▶ [Exercise inputs]:
· · · · · · ·

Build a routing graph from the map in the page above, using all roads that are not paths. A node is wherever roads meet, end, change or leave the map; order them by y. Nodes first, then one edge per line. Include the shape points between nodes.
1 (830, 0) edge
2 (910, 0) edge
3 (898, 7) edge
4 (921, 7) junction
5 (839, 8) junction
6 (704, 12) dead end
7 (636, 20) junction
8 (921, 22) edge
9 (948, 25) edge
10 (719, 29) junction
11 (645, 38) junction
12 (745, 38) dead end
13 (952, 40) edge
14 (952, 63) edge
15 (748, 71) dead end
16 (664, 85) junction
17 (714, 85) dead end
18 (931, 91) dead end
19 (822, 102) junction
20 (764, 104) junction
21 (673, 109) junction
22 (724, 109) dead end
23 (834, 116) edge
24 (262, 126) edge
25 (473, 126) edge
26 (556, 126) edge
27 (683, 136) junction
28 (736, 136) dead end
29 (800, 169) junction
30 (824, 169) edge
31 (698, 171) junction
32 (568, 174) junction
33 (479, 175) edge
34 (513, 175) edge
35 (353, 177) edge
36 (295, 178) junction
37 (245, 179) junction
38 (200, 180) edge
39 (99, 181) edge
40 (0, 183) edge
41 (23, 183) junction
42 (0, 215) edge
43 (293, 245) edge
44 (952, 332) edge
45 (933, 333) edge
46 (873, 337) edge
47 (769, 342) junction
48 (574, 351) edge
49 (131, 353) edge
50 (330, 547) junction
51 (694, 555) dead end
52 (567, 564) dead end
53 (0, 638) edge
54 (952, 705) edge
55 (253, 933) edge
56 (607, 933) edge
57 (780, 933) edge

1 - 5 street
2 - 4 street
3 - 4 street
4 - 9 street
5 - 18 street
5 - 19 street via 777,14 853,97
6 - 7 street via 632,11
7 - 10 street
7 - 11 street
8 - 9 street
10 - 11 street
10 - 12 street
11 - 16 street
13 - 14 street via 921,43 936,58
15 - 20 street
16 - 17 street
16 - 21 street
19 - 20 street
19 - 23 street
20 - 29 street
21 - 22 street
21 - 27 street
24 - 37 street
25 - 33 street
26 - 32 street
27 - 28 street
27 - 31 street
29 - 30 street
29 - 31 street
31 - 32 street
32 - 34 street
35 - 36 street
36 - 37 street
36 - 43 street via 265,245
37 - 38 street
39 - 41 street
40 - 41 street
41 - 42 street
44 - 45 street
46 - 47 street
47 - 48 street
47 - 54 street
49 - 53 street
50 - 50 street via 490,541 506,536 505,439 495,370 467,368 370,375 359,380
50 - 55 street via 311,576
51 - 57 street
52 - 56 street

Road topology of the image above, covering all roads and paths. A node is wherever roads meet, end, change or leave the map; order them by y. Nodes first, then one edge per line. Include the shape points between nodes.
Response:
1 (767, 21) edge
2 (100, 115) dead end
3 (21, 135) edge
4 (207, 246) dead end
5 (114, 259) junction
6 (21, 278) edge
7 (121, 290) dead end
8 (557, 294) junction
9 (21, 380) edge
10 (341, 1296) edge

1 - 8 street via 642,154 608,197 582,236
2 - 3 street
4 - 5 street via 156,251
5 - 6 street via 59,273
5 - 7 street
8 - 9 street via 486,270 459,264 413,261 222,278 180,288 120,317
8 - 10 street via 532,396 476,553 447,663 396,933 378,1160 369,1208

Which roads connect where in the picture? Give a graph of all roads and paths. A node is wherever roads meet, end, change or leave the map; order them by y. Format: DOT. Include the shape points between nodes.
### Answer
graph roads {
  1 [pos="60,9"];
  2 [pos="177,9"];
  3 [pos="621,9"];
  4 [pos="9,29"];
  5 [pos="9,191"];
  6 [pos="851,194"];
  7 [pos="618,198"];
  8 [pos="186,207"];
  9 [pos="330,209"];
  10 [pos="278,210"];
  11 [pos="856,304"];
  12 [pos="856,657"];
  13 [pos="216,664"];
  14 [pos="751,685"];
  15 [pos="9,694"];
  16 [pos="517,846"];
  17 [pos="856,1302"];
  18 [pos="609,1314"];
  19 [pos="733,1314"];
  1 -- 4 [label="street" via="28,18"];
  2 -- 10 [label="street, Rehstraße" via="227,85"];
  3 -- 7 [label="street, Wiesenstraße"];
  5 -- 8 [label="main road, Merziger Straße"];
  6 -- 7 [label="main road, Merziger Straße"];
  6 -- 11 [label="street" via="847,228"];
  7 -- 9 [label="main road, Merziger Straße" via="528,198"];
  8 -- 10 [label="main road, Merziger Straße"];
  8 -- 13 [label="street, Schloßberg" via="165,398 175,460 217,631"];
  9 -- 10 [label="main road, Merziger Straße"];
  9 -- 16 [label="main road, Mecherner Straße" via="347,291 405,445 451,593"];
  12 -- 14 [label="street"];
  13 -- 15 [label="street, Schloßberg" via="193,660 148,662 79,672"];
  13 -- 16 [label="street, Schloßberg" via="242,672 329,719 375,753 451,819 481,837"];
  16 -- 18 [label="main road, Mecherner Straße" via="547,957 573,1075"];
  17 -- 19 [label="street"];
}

· · · · · · ·

▶ [Directions for this task]: Please repeat each entry. Keep every word the same.

▶ [Result]:
Build a routing graph from the map in the page above, using all roads that are not paths. A node is wherever roads meet, end, change or leave the map; order them by y. Nodes first, then one edge per line. Include the shape points between nodes.
1 (830, 0) edge
2 (910, 0) edge
3 (898, 7) edge
4 (921, 7) junction
5 (839, 8) junction
6 (704, 12) dead end
7 (636, 20) junction
8 (921, 22) edge
9 (948, 25) edge
10 (719, 29) junction
11 (645, 38) junction
12 (745, 38) dead end
13 (952, 40) edge
14 (952, 63) edge
15 (748, 71) dead end
16 (664, 85) junction
17 (714, 85) dead end
18 (931, 91) dead end
19 (822, 102) junction
20 (764, 104) junction
21 (673, 109) junction
22 (724, 109) dead end
23 (834, 116) edge
24 (262, 126) edge
25 (473, 126) edge
26 (556, 126) edge
27 (683, 136) junction
28 (736, 136) dead end
29 (800, 169) junction
30 (824, 169) edge
31 (698, 171) junction
32 (568, 174) junction
33 (479, 175) edge
34 (513, 175) edge
35 (353, 177) edge
36 (295, 178) junction
37 (245, 179) junction
38 (200, 180) edge
39 (99, 181) edge
40 (0, 183) edge
41 (23, 183) junction
42 (0, 215) edge
43 (293, 245) edge
44 (952, 332) edge
45 (933, 333) edge
46 (873, 337) edge
47 (769, 342) junction
48 (574, 351) edge
49 (131, 353) edge
50 (330, 547) junction
51 (694, 555) dead end
52 (567, 564) dead end
53 (0, 638) edge
54 (952, 705) edge
55 (253, 933) edge
56 (607, 933) edge
57 (780, 933) edge

1 - 5 street
2 - 4 street
3 - 4 street
4 - 9 street
5 - 18 street
5 - 19 street via 777,14 853,97
6 - 7 street via 632,11
7 - 10 street
7 - 11 street
8 - 9 street
10 - 11 street
10 - 12 street
11 - 16 street
13 - 14 street via 921,43 936,58
15 - 20 street
16 - 17 street
16 - 21 street
19 - 20 street
19 - 23 street
20 - 29 street
21 - 22 street
21 - 27 street
24 - 37 street
25 - 33 street
26 - 32 street
27 - 28 street
27 - 31 street
29 - 30 street
29 - 31 street
31 - 32 street
32 - 34 street
35 - 36 street
36 - 37 street
36 - 43 street via 265,245
37 - 38 street
39 - 41 street
40 - 41 street
41 - 42 street
44 - 45 street
46 - 47 street
47 - 48 street
47 - 54 street
49 - 53 street
50 - 50 street via 490,541 506,536 505,439 495,370 467,368 370,375 359,380
50 - 55 street via 311,576
51 - 57 street
52 - 56 street

Road topology of the image above, covering all roads and paths. A node is wherever roads meet, end, change or leave the map; order them by y. Nodes first, then one edge per line. Include the shape points between nodes.
Response:
1 (767, 21) edge
2 (100, 115) dead end
3 (21, 135) edge
4 (207, 246) dead end
5 (114, 259) junction
6 (21, 278) edge
7 (121, 290) dead end
8 (557, 294) junction
9 (21, 380) edge
10 (341, 1296) edge

1 - 8 street via 642,154 608,197 582,236
2 - 3 street
4 - 5 street via 156,251
5 - 6 street via 59,273
5 - 7 street
8 - 9 street via 486,270 459,264 413,261 222,278 180,288 120,317
8 - 10 street via 532,396 476,553 447,663 396,933 378,1160 369,1208

Which roads connect where in the picture? Give a graph of all roads and paths. A node is wherever roads meet, end, change or leave the map; order them by y. Format: DOT. Include the shape points between nodes.
### Answer
graph roads {
  1 [pos="60,9"];
  2 [pos="177,9"];
  3 [pos="621,9"];
  4 [pos="9,29"];
  5 [pos="9,191"];
  6 [pos="851,194"];
  7 [pos="618,198"];
  8 [pos="186,207"];
  9 [pos="330,209"];
  10 [pos="278,210"];
  11 [pos="856,304"];
  12 [pos="856,657"];
  13 [pos="216,664"];
  14 [pos="751,685"];
  15 [pos="9,694"];
  16 [pos="517,846"];
  17 [pos="856,1302"];
  18 [pos="609,1314"];
  19 [pos="733,1314"];
  1 -- 4 [label="street" via="28,18"];
  2 -- 10 [label="street, Rehstraße" via="227,85"];
  3 -- 7 [label="street, Wiesenstraße"];
  5 -- 8 [label="main road, Merziger Straße"];
  6 -- 7 [label="main road, Merziger Straße"];
  6 -- 11 [label="street" via="847,228"];
  7 -- 9 [label="main road, Merziger Straße" via="528,198"];
  8 -- 10 [label="main road, Merziger Straße"];
  8 -- 13 [label="street, Schloßberg" via="165,398 175,460 217,631"];
  9 -- 10 [label="main road, Merziger Straße"];
  9 -- 16 [label="main road, Mecherner Straße" via="347,291 405,445 451,593"];
  12 -- 14 [label="street"];
  13 -- 15 [label="street, Schloßberg" via="193,660 148,662 79,672"];
  13 -- 16 [label="street, Schloßberg" via="242,672 329,719 375,753 451,819 481,837"];
  16 -- 18 [label="main road, Mecherner Straße" via="547,957 573,1075"];
  17 -- 19 [label="street"];
}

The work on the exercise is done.